AFB1 exposure promotes SIV replication and lung damage via RIG-I- and p38-mediated RETREG1/FAM134B-dependent endoplasmic reticulum autophagy

Abstract

Aflatoxin B1 (AFB1) contamination is common worldwide and highly harmful to humans and animals. Our previous studies suggested that AFB1 exposure promotes the replication of H1N1 swine influenza virus (SIV). However, its mechanism is not clear. Here, TCID₅₀, qRT-PCR, and WB assays were used to detect SIV replication, after which proteomic detection was used to screen key proteins and pathways. Thirty piglets were subsequently randomly divided into 6 groups. The low-pathogenicity SIV was inoculated to establish a piglet model of SIV infection. Different doses of AFB1 were administered daily to SIV-infected piglets for 14 d. The in vitro results revealed that 0.02–0.04 μg/mL AFB1 markedly promoted SIV replication. Proteomic analysis revealed that reticulophagy regulator 1 (RETREG1/FAM134B) and p38 signaling were markedly upregulated, whereas RIG-I signaling was significantly downregulated. The above results were confirmed by qRT-PCR and WB assays. Transmission electron microscopy was used to further prove that AFB1 promoted endoplasmic reticulum autophagy (ER-phagy) in SIV-infected PAMs.

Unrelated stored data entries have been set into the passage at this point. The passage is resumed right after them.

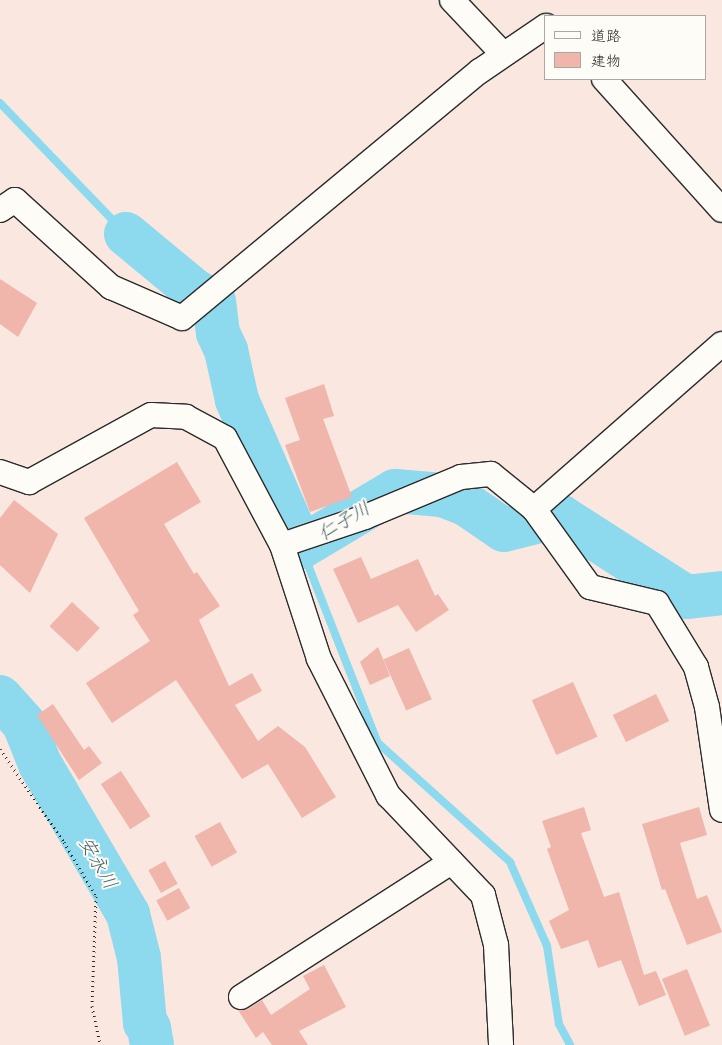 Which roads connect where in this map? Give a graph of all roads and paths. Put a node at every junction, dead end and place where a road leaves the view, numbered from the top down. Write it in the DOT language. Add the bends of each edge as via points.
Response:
graph roads {
  1 [pos="452,0"];
  2 [pos="544,27"];
  3 [pos="503,54"];
  4 [pos="605,80"];
  5 [pos="0,210"];
  6 [pos="722,210"];
  7 [pos="722,344"];
  8 [pos="0,472"];
  9 [pos="534,510"];
  10 [pos="282,545"];
  11 [pos="0,749"];
  12 [pos="722,810"];
  13 [pos="451,862"];
  14 [pos="241,997"];
  15 [pos="100,1045"];
  16 [pos="500,1045"];
  1 -- 3 [label="street"];
  2 -- 3 [label="street"];
  3 -- 5 [label="street" via="182,318 111,287 15,200"];
  4 -- 6 [label="street"];
  7 -- 9 [label="street"];
  8 -- 10 [label="street" via="29,482 151,415 186,417 225,438"];
  9 -- 10 [label="street" via="491,474 461,477 365,517"];
  9 -- 12 [label="street" via="590,586 657,603 696,667 707,707"];
  10 -- 13 [label="street" via="319,659 388,795"];
  11 -- 15 [label="path" via="64,842 96,896 92,1006"];
  13 -- 14 [label="street"];
  13 -- 16 [label="street" via="482,895 496,945"];
} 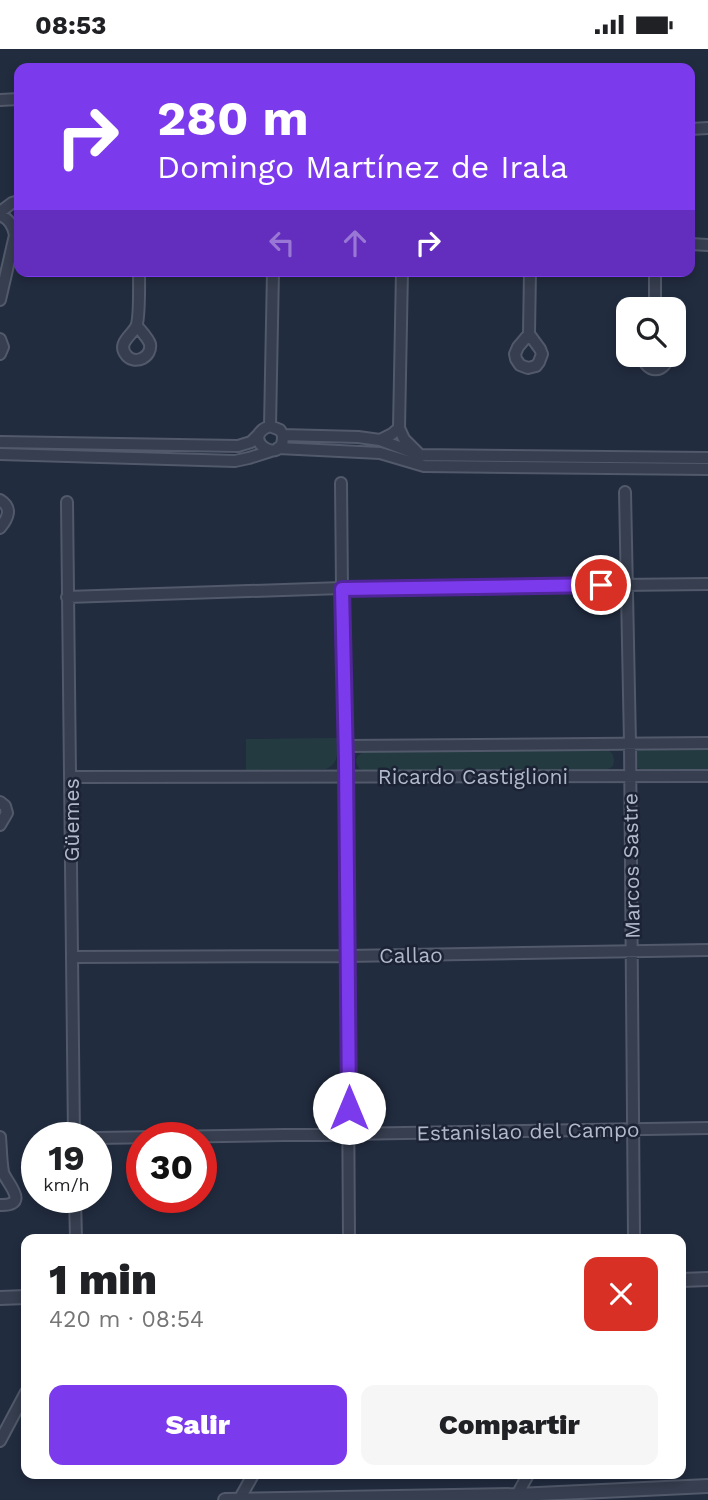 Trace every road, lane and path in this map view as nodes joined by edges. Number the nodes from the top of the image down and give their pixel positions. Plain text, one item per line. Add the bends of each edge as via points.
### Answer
1 (14, 202) edge
2 (0, 213) edge
3 (14, 228) edge
4 (14, 244) edge
5 (139, 277) edge
6 (273, 277) edge
7 (402, 277) edge
8 (530, 277) edge
9 (656, 277) edge
10 (656, 297) edge
11 (0, 300) edge
12 (137, 326) dead end
13 (529, 334) dead end
14 (0, 339) edge
15 (0, 354) edge
16 (270, 426) junction
17 (399, 428) junction
18 (259, 434) junction
19 (282, 435) junction
20 (380, 440) junction
21 (0, 442) edge
22 (275, 450) junction
23 (0, 454) edge
24 (420, 455) junction
25 (708, 458) edge
26 (708, 469) edge
27 (341, 483) dead end
28 (625, 492) dead end
29 (0, 500) edge
30 (67, 502) dead end
31 (0, 528) edge
32 (708, 584) edge
33 (627, 585) junction
34 (342, 589) junction
35 (67, 597) junction
36 (630, 743) junction
37 (708, 743) edge
38 (345, 746) junction
39 (708, 775) edge
40 (346, 776) junction
41 (630, 776) junction
42 (71, 777) junction
43 (0, 802) edge
44 (0, 825) edge
45 (708, 950) edge
46 (632, 951) junction
47 (347, 956) junction
48 (72, 957) junction
49 (74, 1122) edge
50 (708, 1128) edge
51 (632, 1129) junction
52 (349, 1134) junction
53 (0, 1137) edge
54 (112, 1138) edge
55 (2, 1177) edge
56 (0, 1205) edge
57 (75, 1213) edge
58 (76, 1234) edge
59 (349, 1234) edge
60 (634, 1234) edge
61 (708, 1279) edge
62 (686, 1280) edge
63 (21, 1297) edge
64 (0, 1298) edge
65 (21, 1401) edge
66 (0, 1441) edge
67 (251, 1479) edge
68 (526, 1479) edge
69 (708, 1486) edge
70 (517, 1498) edge
71 (225, 1500) edge
72 (239, 1500) edge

RIG-I activator and p38 inhibitor reversed the upregulation of RETREG1 and AFB1-promoted SIV replication, and RETREG1 inhibitor reversed the AFB1-promoted SIV replication. In vivo experiments confirmed that AFB1 upregulated RETREG1 and p38, downregulated RIG-I, and promoted SIV replication and lung damage. Taken together, our results reveal that AFB1 promotes SIV replication and lung damage via RIG-I- and p38-mediated RETREG1/FAM134B-dependent ER-phagy and suggest the therapeutic potential of RETREG1-, RIG-I-, and p38-related drugs for influenza. Our findings also provide insights into why the occurrence of other infectious diseases is increasing.